■ Data shown:
_ _ _
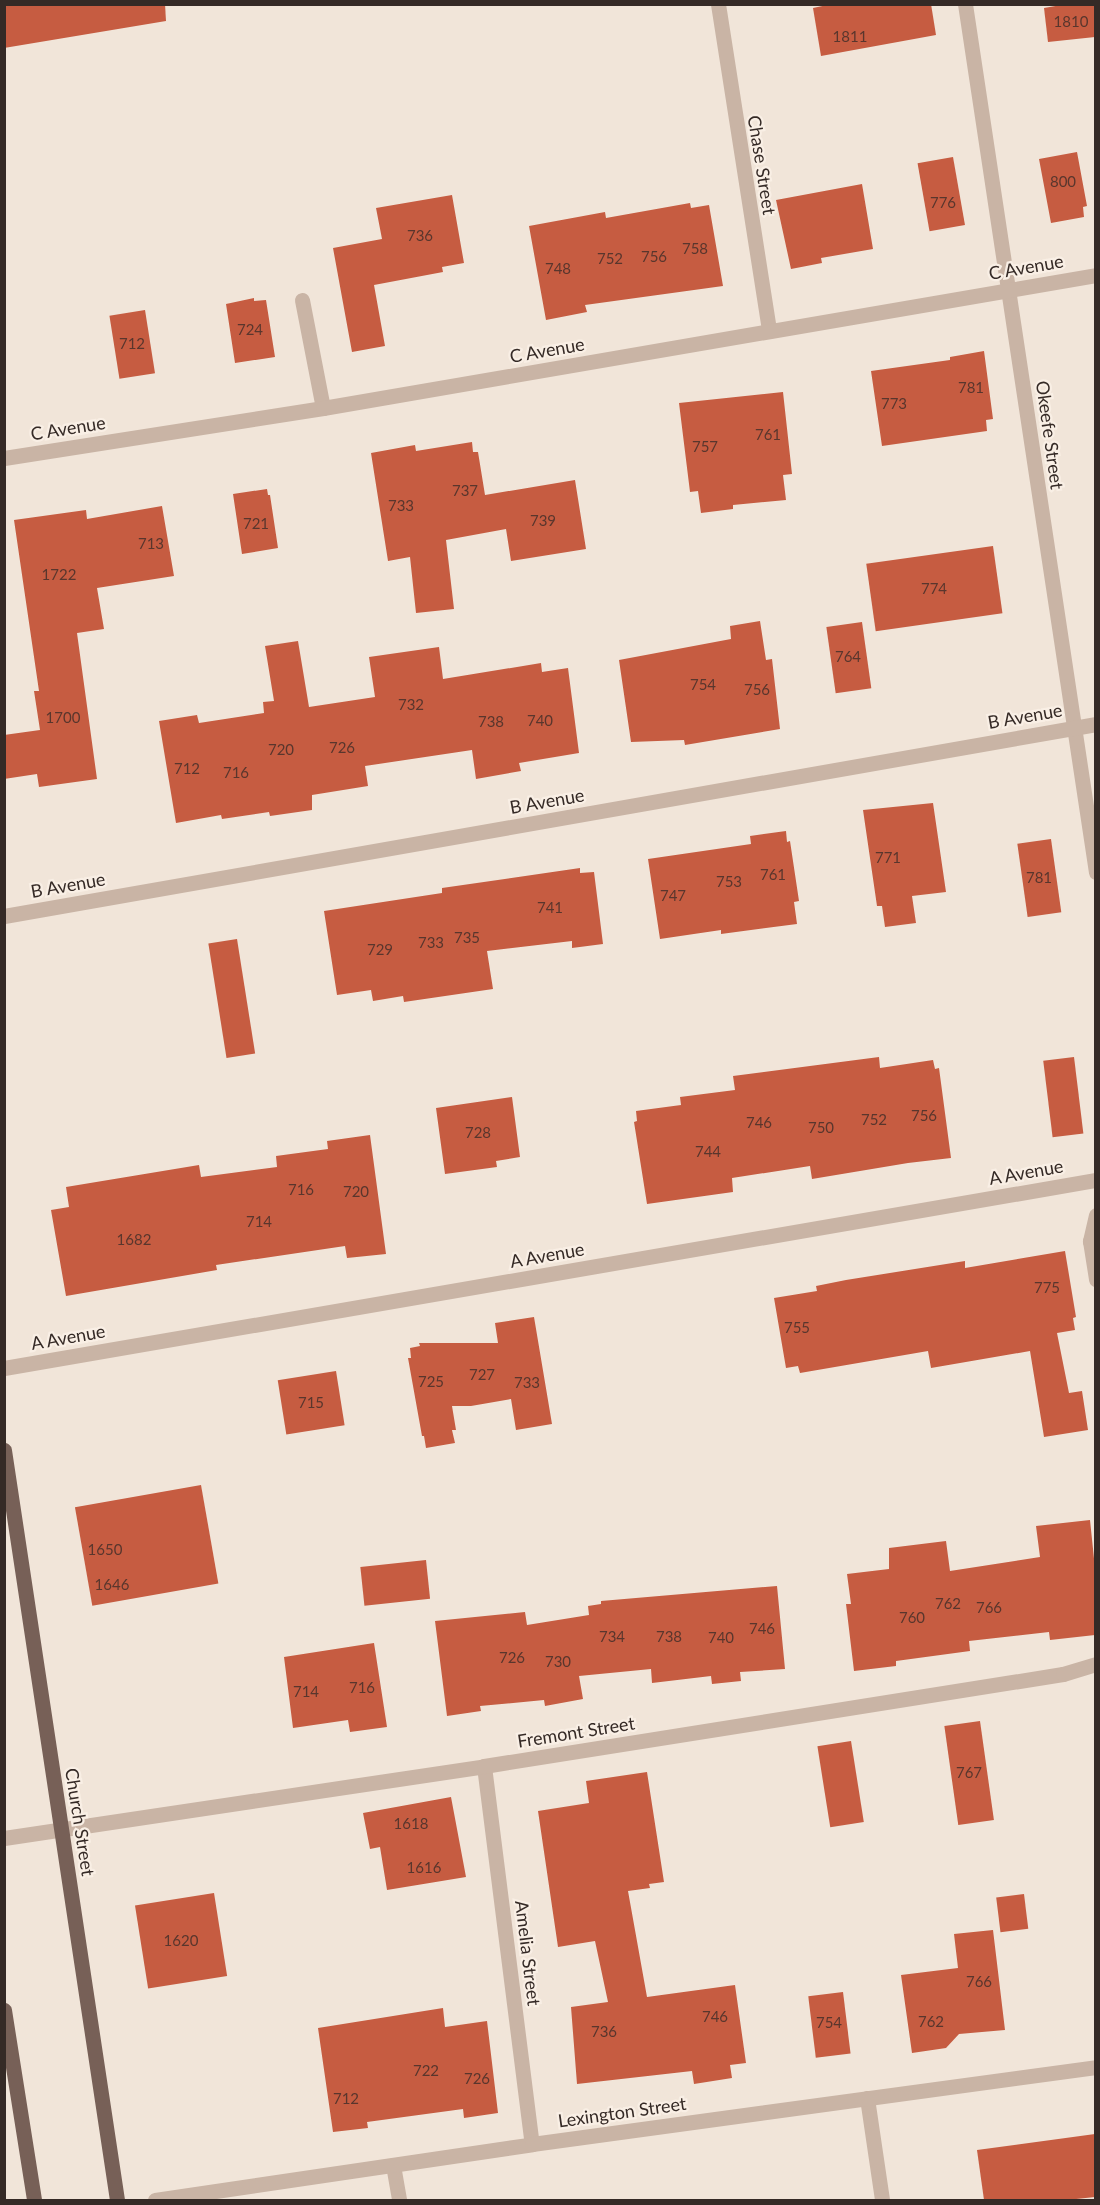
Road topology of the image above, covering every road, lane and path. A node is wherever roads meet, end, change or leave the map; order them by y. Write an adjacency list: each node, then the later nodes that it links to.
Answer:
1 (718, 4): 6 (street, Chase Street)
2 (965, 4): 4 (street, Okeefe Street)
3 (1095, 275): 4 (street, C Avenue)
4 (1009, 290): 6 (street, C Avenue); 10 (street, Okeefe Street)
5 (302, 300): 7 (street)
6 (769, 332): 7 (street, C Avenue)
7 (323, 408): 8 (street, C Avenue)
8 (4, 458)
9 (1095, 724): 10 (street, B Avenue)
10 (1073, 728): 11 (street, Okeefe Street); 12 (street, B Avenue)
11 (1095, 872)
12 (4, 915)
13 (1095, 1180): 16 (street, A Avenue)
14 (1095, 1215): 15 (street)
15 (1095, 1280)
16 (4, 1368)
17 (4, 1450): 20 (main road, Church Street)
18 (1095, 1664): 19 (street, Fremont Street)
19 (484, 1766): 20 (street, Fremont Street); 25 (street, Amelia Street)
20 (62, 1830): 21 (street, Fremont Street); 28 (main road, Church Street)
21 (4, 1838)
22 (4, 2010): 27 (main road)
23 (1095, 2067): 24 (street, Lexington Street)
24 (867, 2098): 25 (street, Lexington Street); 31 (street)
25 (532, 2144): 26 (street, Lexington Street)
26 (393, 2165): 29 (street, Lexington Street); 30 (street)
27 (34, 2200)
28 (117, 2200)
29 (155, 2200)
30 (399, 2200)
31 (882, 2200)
_ _ _
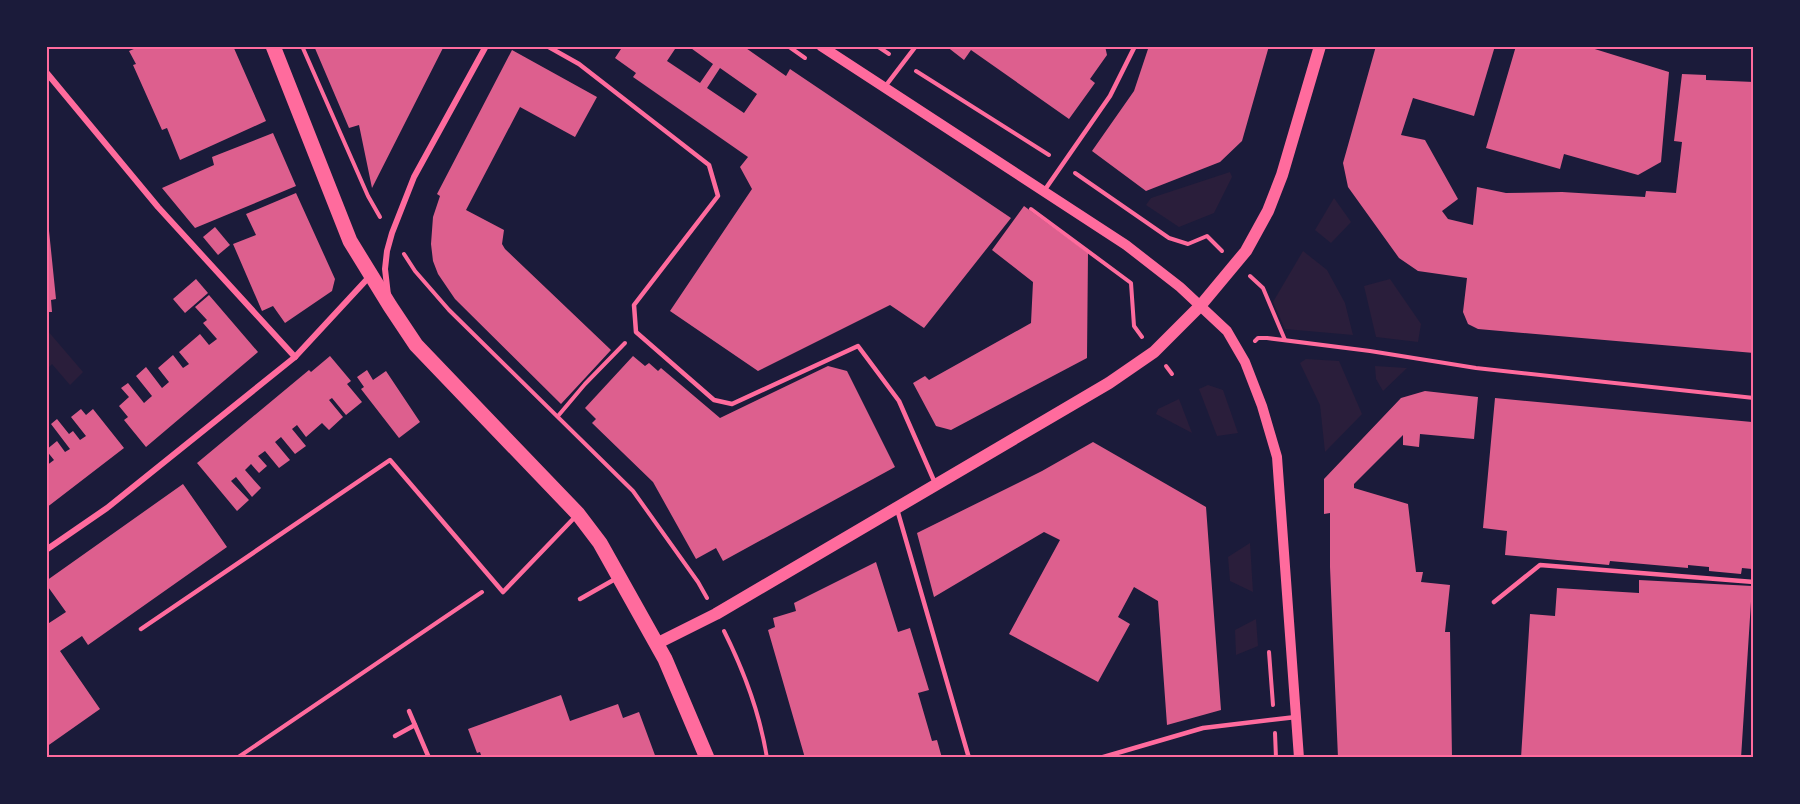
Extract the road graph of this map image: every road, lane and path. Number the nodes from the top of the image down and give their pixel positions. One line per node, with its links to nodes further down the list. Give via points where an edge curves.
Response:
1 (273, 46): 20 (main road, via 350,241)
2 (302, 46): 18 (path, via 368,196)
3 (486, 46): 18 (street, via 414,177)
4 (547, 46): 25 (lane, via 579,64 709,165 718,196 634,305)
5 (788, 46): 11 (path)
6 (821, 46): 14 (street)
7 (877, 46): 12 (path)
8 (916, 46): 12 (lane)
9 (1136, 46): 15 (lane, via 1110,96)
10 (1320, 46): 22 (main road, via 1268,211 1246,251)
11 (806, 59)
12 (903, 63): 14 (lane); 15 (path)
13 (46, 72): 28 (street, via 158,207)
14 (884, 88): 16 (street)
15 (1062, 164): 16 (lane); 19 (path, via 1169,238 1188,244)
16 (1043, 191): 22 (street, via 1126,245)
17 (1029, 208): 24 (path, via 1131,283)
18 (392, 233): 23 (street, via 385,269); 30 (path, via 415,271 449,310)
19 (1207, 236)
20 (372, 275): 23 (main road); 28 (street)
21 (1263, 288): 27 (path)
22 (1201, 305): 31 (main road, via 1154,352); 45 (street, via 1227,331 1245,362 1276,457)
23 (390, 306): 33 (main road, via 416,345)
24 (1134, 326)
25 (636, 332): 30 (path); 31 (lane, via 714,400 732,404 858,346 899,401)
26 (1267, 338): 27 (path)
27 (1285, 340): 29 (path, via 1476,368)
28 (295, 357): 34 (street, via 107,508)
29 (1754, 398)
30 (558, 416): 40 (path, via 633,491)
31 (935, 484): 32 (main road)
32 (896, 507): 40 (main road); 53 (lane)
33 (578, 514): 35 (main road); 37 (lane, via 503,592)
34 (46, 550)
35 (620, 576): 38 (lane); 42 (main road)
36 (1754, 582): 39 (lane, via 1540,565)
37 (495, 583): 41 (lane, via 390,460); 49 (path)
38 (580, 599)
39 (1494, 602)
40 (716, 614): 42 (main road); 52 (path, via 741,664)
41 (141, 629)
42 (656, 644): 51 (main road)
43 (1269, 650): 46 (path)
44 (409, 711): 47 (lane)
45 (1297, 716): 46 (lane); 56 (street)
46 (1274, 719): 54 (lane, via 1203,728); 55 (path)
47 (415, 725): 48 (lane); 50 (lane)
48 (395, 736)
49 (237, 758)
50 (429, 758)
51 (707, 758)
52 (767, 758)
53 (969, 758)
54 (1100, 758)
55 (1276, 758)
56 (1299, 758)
_ _ _
Lines containing the string "every" in the material: report how many there are, with no added words.

■ Exercise result: 2